See how explicit it is? It’s repetitive, sure, but 10 years from now I am pretty sure I would still understand what my expectations were. I don’t have to ‘compile and interpret’ the code in my brain. I just read the specs!

Also, with this, I didn’t even have to recall what camelize(:lower) actually does (confession: I had to look it up while I was reading through my old code).

How about another example? So given we have a model:

class Something < ActiveRecord::Base
  VALID_THINGS = %w(yolo swag)
  OTHER_VALID_THINGS = %w(thing another_thing)
  def valid_things_ids
    where(group: group).pluck(:id)
  end
end

The above is just a contrived example based off a real class we have in my current company. The spec I saw was this:

subject(:valid_things_ids) { described_class.valid_things_ids(group) }

let(:group) { 'example' }

before do
  described_class::VALID_THINGS.each do |thing|
    FactoryGirl.create(:something, group: 'example', name: thing)
  end
end

described_class::VALID_THINGS.each do |thing|
  it "contains things with the name #{thing}" do
    the_thing = described_class.find_by_group_and_name('example', thing)
    expect(valid_things_ids).to include the_thing.id
  end
end

Okay. First, this is a correct test, in that given a number of somethings, we can call the method and it returns us all the ids of somethings with that group (e.g. example).

My issue with this, however, is do we need to test all the valid things? What about OTHER_VALID_THINGS? If we want to test all the possible values of VALID_THINGS , then we should also test all the possible values of OTHER_VALID_THINGS. If we DON’T want to test all possible values, then why use VALID_THINGS? Why not just contrive a random sample and just prove that the method works?

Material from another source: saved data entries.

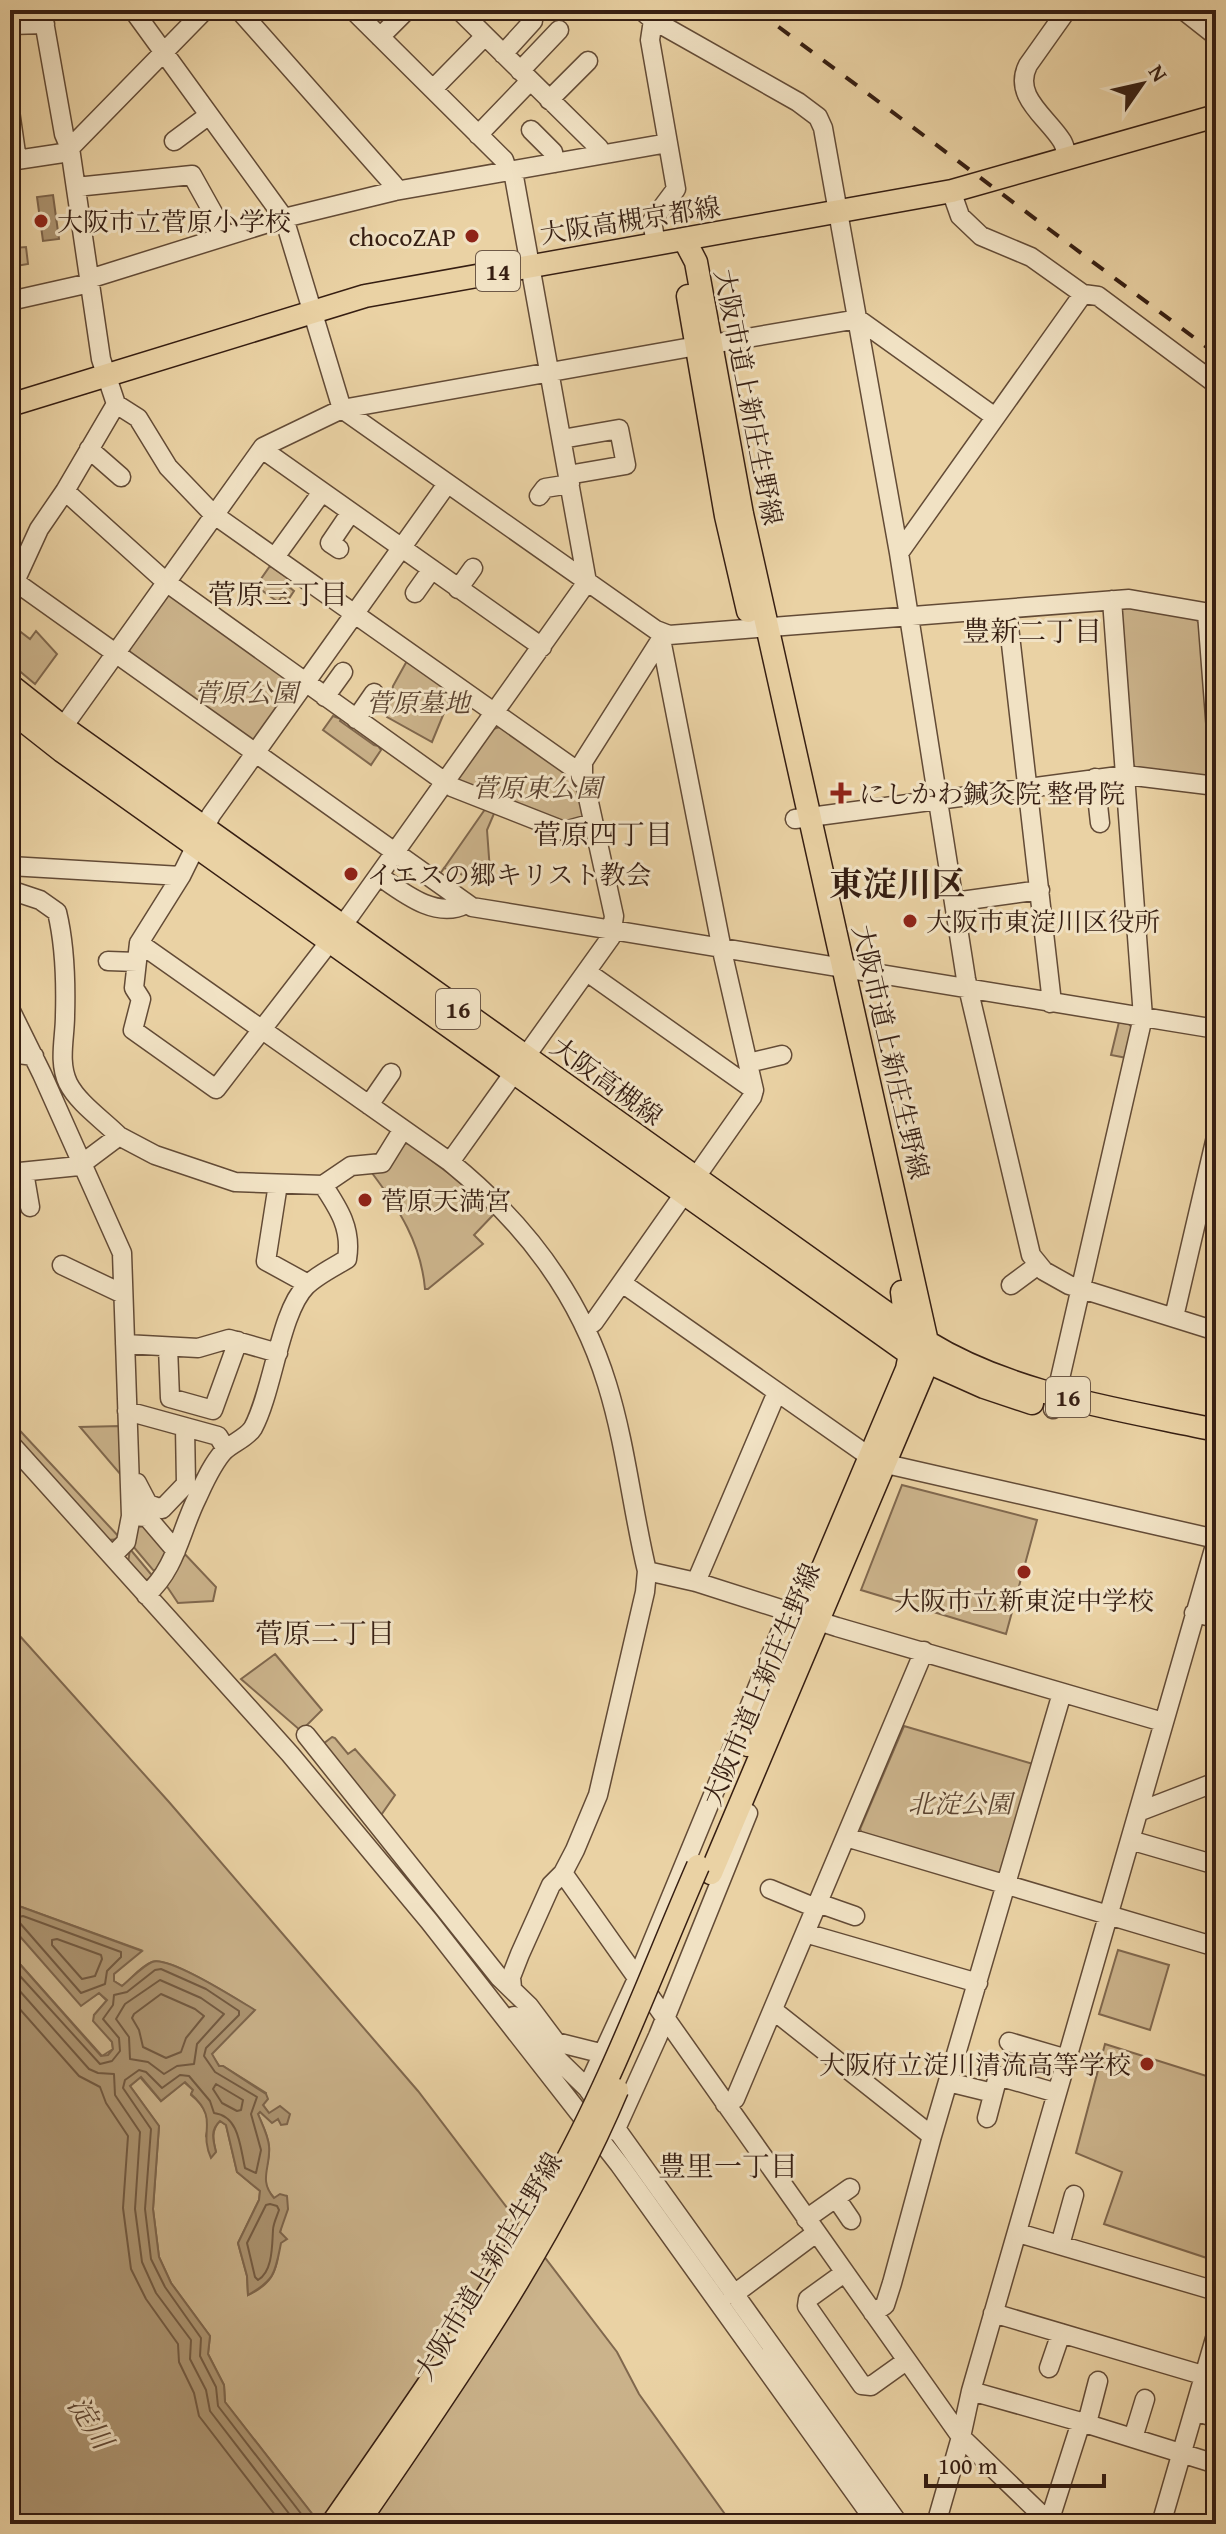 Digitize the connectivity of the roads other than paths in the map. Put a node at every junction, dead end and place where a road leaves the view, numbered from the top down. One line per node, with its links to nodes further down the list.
1 (133, 10): 17 (street)
2 (205, 10): 17 (street)
3 (239, 10): 37 (street)
4 (353, 10): 16 (street)
5 (407, 10): 16 (street)
6 (459, 10): 14 (street)
7 (1067, 10): 32 (street)
8 (1183, 10): 15 (street)
9 (651, 13): 29 (street); 39 (street)
10 (43, 17): 12 (street); 30 (street)
11 (533, 21): 18 (street)
12 (10, 25)
13 (559, 30): 20 (street)
14 (485, 36): 18 (street); 21 (street)
15 (1216, 36)
16 (380, 37): 21 (street)
17 (163, 53): 24 (street); 30 (street)
18 (503, 54): 20 (street)
19 (588, 61): 22 (street)
20 (525, 76): 22 (street); 27 (street)
21 (433, 89): 27 (street)
22 (549, 100): 31 (street)
23 (10, 111): 33 (street)
24 (209, 115): 28 (street); 40 (street)
25 (1216, 116): 32 (main road, 大阪高槻京都線 / 14)
26 (531, 130): 34 (street)
27 (478, 135): 35 (street)
28 (174, 141)
29 (668, 143): 31 (street); 43 (street)
30 (70, 148): 33 (street); 36 (street)
31 (601, 154): 34 (street)
32 (1068, 158): 39 (main road, 大阪高槻京都線 / 14)
33 (14, 160)
34 (555, 163): 35 (street)
35 (511, 171): 37 (street); 44 (street)
36 (76, 187): 41 (street); 45 (street)
37 (395, 191): 40 (street)
38 (954, 199): 46 (street)
39 (839, 212): 42 (main road, 大阪高槻京都線 / 14); 49 (street)
40 (284, 218): 41 (street); 48 (street)
41 (226, 236): 45 (street)
42 (684, 239): 43 (main road, 大阪高槻京都線 / 14); 50 (main road, 大阪市道上新庄生野線)
43 (656, 244): 44 (main road, 大阪高槻京都線 / 14)
44 (531, 265): 48 (main road, 大阪高槻京都線 / 14); 51 (street)
45 (90, 281): 47 (street); 52 (street)
46 (1083, 294): 53 (street); 57 (street)
47 (10, 301)
48 (312, 311): 52 (main road, 大阪高槻京都線 / 14); 56 (street)
49 (858, 319): 50 (street); 57 (street); 71 (street)
50 (705, 345): 51 (street); 85 (main road, 大阪市道上新庄生野線)
51 (550, 372): 56 (street); 58 (street)
52 (107, 375): 54 (street); 55 (main road, 大阪高槻京都線 / 14)
53 (1216, 384)
54 (116, 404): 59 (street); 68 (street)
55 (10, 405)
56 (342, 409): 60 (street); 63 (street)
57 (995, 417): 71 (street)
58 (562, 439): 62 (street); 62 (street)
59 (89, 449): 61 (street); 64 (street)
60 (262, 449): 65 (street); 68 (street)
61 (121, 477)
62 (569, 480): 66 (street); 76 (street)
63 (447, 484): 69 (street); 76 (street)
64 (65, 491): 75 (street); 77 (street)
65 (322, 492): 67 (street); 72 (street)
66 (539, 496)
67 (351, 512): 69 (street); 70 (street)
68 (213, 514): 72 (street); 75 (street)
69 (401, 547): 74 (street); 82 (street)
70 (339, 549)
71 (899, 553): 84 (street)
72 (275, 557): 82 (street)
73 (473, 568): 78 (street)
74 (432, 569): 78 (street); 79 (street)
75 (166, 582): 88 (street); 90 (street)
76 (587, 582): 86 (street); 87 (street)
77 (12, 583): 88 (street)
78 (458, 589): 87 (street)
79 (415, 593)
80 (1112, 600): 81 (street); 83 (street); 101 (street)
81 (1007, 609): 84 (street); 104 (street)
82 (355, 613): 90 (street); 95 (street)
83 (1212, 614): 98 (street)
84 (909, 616): 85 (street); 106 (street)
85 (759, 627): 86 (street); 107 (main road, 大阪市道上新庄生野線)
86 (662, 636): 100 (street); 121 (street)
87 (542, 647): 95 (street)
88 (116, 652): 97 (street); 99 (street)
89 (343, 672): 93 (street)
90 (305, 682): 93 (street); 99 (street)
91 (10, 685): 97 (main road, 大阪高槻線 / 16)
92 (374, 693): 96 (street)
93 (325, 697): 96 (street)
94 (10, 710): 110 (main road, 大阪高槻線 / 16)
95 (496, 714): 100 (street); 103 (street)
96 (356, 719): 103 (street)
97 (63, 727): 110 (main road, 大阪高槻線 / 16)
98 (1216, 730)
99 (256, 752): 110 (street); 111 (street)
100 (583, 775): 108 (street)
101 (1126, 775): 102 (street); 105 (street); 129 (street)
102 (1095, 778): 104 (street); 109 (street)
103 (445, 783): 108 (street); 111 (street)
104 (1028, 786): 106 (street); 116 (street)
105 (1216, 786)
106 (938, 799): 107 (street); 117 (street)
107 (802, 817): 124 (main road, 大阪市道上新庄生野線)
108 (593, 823): 119 (street)
109 (1100, 823)
110 (201, 837): 113 (street); 120 (main road, 大阪高槻線 / 16)
111 (395, 853): 114 (street); 118 (street)
112 (10, 866): 113 (street)
113 (181, 876): 122 (street)
114 (379, 876): 118 (street); 120 (street)
115 (10, 890): 141 (street)
116 (1040, 890): 117 (street); 127 (street)
117 (954, 902): 126 (street)
118 (466, 904): 119 (street)
119 (613, 928): 121 (street); 125 (street)
120 (336, 934): 130 (street); 136 (main road, 大阪高槻線 / 16)
121 (722, 947): 124 (street); 135 (street)
122 (138, 952): 123 (street); 130 (street); 130 (street)
123 (108, 961)
124 (836, 966): 126 (street); 159 (main road, 大阪市道上新庄生野線); 164 (main road, 大阪市道上新庄生野線)
125 (587, 972): 136 (street); 138 (street)
126 (968, 989): 127 (street); 151 (street)
127 (1050, 1003): 129 (street)
128 (10, 1009): 134 (street)
129 (1143, 1017): 131 (street); 155 (street)
130 (262, 1029): 139 (street)
131 (1216, 1029)
132 (10, 1053): 134 (street)
133 (782, 1055): 135 (street)
134 (34, 1056): 144 (street)
135 (748, 1063): 138 (street)
136 (520, 1065): 143 (street); 148 (main road, 大阪高槻線 / 16)
137 (391, 1073): 139 (street)
138 (754, 1090): 148 (street)
139 (369, 1105): 140 (street)
140 (403, 1129): 143 (street); 147 (street)
141 (119, 1136): 144 (street); 146 (street)
142 (1216, 1137): 157 (street)
143 (450, 1162): 158 (street)
144 (83, 1164): 145 (street); 156 (street)
145 (17, 1172): 149 (street)
146 (278, 1184): 147 (street); 153 (street)
147 (323, 1185): 153 (street)
148 (690, 1186): 152 (street); 159 (main road, 大阪高槻線 / 16); 164 (main road, 大阪高槻線 / 16)
149 (30, 1207)
150 (62, 1265): 156 (street)
151 (1038, 1265): 154 (street); 155 (street)
152 (622, 1283): 158 (street); 166 (street)
153 (308, 1284): 165 (street)
154 (1011, 1284)
155 (1080, 1289): 157 (street); 167 (street)
156 (123, 1294): 162 (street)
157 (1174, 1317): 160 (street)
158 (586, 1328): 180 (street)
159 (908, 1328): 164 (main road, 大阪市道上新庄生野線)
160 (1216, 1331)
161 (238, 1341): 163 (street); 163 (street); 165 (street)
162 (125, 1344): 163 (street); 168 (street)
163 (168, 1347)
164 (921, 1352): 167 (main road, 大阪高槻線 / 16); 174 (main road, 大阪市道上新庄生野線)
165 (278, 1353): 173 (street)
166 (777, 1392): 174 (street); 181 (street)
167 (1055, 1402): 170 (main road, 大阪高槻線 / 16); 172 (main road, 大阪高槻線 / 16)
168 (127, 1411): 169 (street); 175 (street)
169 (185, 1427): 173 (street); 175 (street)
170 (1216, 1430)
171 (10, 1443): 179 (street)
172 (1216, 1445)
173 (226, 1449): 178 (street)
174 (878, 1461): 177 (street); 184 (main road, 大阪市道上新庄生野線)
175 (129, 1481): 176 (street)
176 (131, 1516): 178 (street); 179 (street)
177 (1216, 1541): 183 (street)
178 (176, 1551): 182 (street)
179 (112, 1556): 182 (street)
180 (647, 1571): 181 (street); 198 (street)
181 (696, 1582): 184 (street)
182 (146, 1595): 195 (street)
183 (1194, 1613): 185 (street); 188 (street)
184 (809, 1618): 186 (street); 197 (main road, 大阪市道上新庄生野線); 206 (street); 211 (street)
185 (1216, 1618)
186 (924, 1651): 187 (street); 193 (street)
187 (1062, 1693): 188 (street); 199 (street)
188 (1163, 1722): 191 (street)
189 (306, 1735): 192 (street)
190 (1216, 1782): 191 (street)
191 (1138, 1812): 194 (street)
192 (386, 1832): 195 (street); 208 (street)
193 (846, 1837): 199 (street); 201 (street)
194 (1130, 1840): 196 (street); 202 (street)
195 (367, 1844): 209 (street)
196 (1216, 1865)
197 (704, 1870): 249 (main road, 大阪市道上新庄生野線, bridge); 250 (main road, 大阪市道上新庄生野線, bridge)
198 (563, 1873): 206 (street); 208 (street)
199 (1006, 1883): 202 (street); 207 (street)
200 (770, 1889): 201 (street)
201 (817, 1905): 203 (street); 204 (street)
202 (1108, 1915): 205 (street); 214 (street)
203 (855, 1916)
204 (805, 1933): 207 (street); 210 (street)
205 (1216, 1947)
206 (637, 1979): 211 (street); 213 (street)
207 (978, 1983): 215 (street)
208 (512, 1988): 213 (street)
209 (497, 2008): 216 (street); 251 (street)
210 (773, 2010): 219 (street); 222 (street)
211 (664, 2019): 219 (street); 221 (street)
212 (1009, 2042): 214 (street)
213 (604, 2054): 216 (street)
214 (1067, 2059): 218 (street)
215 (948, 2082): 217 (street); 222 (street)
216 (587, 2088): 221 (street)
217 (993, 2093): 218 (street); 220 (street)
218 (1057, 2093): 226 (street)
219 (725, 2104): 225 (street)
220 (987, 2118)
221 (615, 2131): 230 (street)
222 (932, 2136): 231 (street)
223 (1074, 2195): 227 (street)
224 (851, 2220): 225 (street)
225 (811, 2226): 228 (street); 230 (street)
226 (1018, 2233): 227 (street); 232 (street)
227 (1060, 2245): 229 (street)
228 (844, 2273): 231 (street); 235 (street)
229 (1216, 2291)
230 (733, 2295): 252 (street)
231 (873, 2313): 235 (street)
232 (993, 2313): 233 (street); 239 (street)
233 (1061, 2333): 236 (street); 237 (street)
234 (1216, 2335): 237 (street)
235 (906, 2361): 244 (street)
236 (1049, 2368)
237 (1211, 2378): 241 (street)
238 (1098, 2381): 243 (street)
239 (971, 2391): 243 (street); 244 (street)
240 (1145, 2399): 245 (street)
241 (1195, 2411): 242 (street); 246 (street)
242 (1216, 2418)
243 (1084, 2422): 245 (street); 248 (street)
244 (961, 2437): 248 (street); 253 (street)
245 (1133, 2438): 246 (street)
246 (1182, 2455): 247 (street); 254 (street)
247 (1216, 2464)
248 (1050, 2523)
249 (332, 2524)
250 (357, 2524)
251 (877, 2524)
252 (899, 2524)
253 (936, 2524)
254 (1161, 2524)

How about something like this?

subject(:valid_things_ids) { described_class.valid_things_ids(group) }

let(:group) { 'blurb' }

let!(:random_thing) { FactoryGirl.create(:something, group: 'blurb', id: 111) }
let!(:another_thing) { FactoryGirl.create(:something, group: 'blurb', id: 222) }
let!(:not_included) { FactoryGirl.create(:something, group: 'shrug', id: 333) }

it do
  expect(valid_things_ids).to include 111
  expect(valid_things_ids).to include 222
  expect(valid_things_ids).not_to include 333
end

So here, I create 3 somethings and give them ids. I make the third one have a different group. Now if I run the method with blurb as the argument, I can expect that it includes the first two and not the last one.

Reading it a few months from now, I won’t be confused as to what is being tested since it is straightforward, and I don’t even have to ask why I am only testing a certain part of the code and not all.

Also take note of the explicitness of the test. I am expecting it to include the ids 111 and 222. Normally, people would test it like so:

expect(valid_things_ids).to include random_thing.id

I don’t really like these tests, because they still rely on the code at this point. If for some reason the id is nil, and the code also had a bug where it returned nil, then this test would still pass. Not with explicit ids and expectations, though. Of course there will be caveats, but I think I would like to deal with those rather than the uncertainty of possible false positives.

Wrapping up

As you can see from both the examples above, simple to read tests will help you in the long run. Being very explicit helps a lot in understanding tests and having fewer bugs.

Remember, your 100% test coverage won’t matter if half of those are false positives. Always remember your past self when testing. Try to think far ahead into the future and ask yourself what your tests mean.